• What to work on:
Count all lines holding "Miguel" in the data below and say the number, nothing more.

• Supplied material:
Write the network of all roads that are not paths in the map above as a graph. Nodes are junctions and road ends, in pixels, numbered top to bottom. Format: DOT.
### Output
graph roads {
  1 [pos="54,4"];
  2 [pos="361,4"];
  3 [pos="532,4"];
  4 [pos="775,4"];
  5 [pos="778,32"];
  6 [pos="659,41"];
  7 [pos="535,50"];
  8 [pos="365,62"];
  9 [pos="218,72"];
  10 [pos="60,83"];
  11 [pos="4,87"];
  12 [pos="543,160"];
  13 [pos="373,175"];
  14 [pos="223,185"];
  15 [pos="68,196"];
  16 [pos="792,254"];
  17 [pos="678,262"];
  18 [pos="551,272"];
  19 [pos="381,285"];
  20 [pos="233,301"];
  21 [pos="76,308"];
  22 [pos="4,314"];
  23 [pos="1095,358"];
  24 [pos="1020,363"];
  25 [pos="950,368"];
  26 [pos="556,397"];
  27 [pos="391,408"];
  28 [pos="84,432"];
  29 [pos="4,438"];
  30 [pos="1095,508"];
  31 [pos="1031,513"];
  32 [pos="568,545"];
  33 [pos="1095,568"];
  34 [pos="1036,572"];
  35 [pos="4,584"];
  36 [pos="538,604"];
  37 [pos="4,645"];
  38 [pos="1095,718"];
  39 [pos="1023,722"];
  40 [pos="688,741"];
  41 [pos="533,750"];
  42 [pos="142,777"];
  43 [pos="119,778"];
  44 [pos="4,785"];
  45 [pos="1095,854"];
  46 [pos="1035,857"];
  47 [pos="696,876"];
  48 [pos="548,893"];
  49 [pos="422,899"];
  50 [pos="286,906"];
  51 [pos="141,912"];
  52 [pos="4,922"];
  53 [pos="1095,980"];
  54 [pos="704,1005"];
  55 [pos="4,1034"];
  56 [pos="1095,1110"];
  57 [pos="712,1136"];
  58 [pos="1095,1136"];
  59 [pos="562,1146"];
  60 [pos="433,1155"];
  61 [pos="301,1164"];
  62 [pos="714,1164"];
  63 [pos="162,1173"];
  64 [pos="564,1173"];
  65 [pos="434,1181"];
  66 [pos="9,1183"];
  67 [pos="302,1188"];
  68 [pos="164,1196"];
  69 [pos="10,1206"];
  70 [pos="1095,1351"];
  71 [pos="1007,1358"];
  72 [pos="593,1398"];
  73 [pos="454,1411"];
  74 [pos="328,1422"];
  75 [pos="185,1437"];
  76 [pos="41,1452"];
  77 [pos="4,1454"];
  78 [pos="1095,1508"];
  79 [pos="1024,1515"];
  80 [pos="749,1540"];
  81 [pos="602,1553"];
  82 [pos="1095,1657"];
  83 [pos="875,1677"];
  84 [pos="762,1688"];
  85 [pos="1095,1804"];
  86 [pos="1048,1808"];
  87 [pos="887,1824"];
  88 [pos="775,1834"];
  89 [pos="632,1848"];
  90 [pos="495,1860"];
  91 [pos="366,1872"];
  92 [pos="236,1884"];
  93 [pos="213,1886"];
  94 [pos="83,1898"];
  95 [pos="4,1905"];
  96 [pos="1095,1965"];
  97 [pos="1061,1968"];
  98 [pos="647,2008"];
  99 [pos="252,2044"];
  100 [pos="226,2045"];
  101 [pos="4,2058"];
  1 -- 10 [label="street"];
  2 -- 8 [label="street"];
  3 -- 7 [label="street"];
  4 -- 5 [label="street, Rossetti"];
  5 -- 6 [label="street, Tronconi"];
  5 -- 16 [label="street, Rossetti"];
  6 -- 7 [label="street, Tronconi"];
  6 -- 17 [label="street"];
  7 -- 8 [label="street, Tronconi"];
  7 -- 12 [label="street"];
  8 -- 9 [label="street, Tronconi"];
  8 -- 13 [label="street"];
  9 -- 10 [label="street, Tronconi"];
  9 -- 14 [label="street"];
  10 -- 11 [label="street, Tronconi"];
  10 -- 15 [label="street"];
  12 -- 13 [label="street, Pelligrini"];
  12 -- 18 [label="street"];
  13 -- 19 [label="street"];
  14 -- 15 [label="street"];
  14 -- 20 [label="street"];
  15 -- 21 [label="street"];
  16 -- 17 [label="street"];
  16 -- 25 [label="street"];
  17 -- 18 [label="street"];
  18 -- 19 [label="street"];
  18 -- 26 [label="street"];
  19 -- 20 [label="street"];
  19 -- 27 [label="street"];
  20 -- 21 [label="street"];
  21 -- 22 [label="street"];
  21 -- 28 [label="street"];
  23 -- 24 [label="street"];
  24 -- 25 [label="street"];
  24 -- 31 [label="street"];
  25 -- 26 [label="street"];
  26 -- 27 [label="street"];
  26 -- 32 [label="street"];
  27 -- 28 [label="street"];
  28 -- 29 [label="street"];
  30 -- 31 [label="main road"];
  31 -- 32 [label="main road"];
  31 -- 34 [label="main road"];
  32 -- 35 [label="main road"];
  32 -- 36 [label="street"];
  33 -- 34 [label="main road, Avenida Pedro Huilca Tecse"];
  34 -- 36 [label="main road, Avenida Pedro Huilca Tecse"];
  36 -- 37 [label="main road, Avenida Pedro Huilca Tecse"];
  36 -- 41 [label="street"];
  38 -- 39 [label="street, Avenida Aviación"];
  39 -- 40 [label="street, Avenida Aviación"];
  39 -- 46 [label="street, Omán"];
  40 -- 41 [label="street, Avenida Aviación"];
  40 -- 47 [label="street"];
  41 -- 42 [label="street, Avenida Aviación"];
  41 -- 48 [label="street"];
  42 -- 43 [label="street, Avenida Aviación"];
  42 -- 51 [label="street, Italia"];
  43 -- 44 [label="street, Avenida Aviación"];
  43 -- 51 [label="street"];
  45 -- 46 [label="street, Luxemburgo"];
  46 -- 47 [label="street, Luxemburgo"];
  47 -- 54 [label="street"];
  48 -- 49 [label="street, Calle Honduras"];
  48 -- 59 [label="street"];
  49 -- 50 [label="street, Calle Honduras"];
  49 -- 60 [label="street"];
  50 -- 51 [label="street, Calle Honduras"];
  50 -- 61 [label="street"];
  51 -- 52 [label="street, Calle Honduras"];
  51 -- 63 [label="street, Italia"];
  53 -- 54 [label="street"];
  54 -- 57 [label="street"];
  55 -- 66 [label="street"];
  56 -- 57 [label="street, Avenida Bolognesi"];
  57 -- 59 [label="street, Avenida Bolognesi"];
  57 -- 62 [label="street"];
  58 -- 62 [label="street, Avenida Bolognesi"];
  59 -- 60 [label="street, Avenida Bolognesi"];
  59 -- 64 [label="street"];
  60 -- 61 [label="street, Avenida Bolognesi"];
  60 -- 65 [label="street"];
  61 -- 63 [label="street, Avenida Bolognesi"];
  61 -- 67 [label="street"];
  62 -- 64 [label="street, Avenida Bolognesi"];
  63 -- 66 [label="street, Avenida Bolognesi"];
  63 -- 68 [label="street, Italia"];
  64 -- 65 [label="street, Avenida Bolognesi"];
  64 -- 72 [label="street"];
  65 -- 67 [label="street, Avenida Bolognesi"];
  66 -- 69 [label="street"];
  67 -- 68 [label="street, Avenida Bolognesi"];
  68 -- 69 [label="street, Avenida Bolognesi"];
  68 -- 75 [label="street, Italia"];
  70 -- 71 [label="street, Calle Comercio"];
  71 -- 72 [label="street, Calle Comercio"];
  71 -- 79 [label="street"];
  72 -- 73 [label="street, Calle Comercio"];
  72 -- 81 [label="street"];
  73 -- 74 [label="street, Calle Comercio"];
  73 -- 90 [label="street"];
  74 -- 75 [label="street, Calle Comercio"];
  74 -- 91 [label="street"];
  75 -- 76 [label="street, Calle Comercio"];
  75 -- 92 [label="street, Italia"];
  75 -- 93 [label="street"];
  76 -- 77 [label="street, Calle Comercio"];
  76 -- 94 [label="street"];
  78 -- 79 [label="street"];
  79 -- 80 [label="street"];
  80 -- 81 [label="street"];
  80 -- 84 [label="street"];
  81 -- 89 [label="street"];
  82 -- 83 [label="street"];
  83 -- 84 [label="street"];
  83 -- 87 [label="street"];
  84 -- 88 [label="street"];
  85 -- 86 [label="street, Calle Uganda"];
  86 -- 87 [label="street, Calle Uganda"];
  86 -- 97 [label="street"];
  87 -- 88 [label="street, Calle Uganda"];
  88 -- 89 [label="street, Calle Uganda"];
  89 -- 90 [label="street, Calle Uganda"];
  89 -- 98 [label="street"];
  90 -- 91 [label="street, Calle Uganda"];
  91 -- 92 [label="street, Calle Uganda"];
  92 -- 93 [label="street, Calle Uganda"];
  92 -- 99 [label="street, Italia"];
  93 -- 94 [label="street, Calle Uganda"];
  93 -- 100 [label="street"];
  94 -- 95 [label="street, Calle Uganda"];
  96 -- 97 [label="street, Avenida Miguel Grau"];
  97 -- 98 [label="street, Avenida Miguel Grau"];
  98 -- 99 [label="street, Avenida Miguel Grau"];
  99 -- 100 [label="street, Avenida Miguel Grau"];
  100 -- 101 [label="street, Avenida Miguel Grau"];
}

• Written response:
5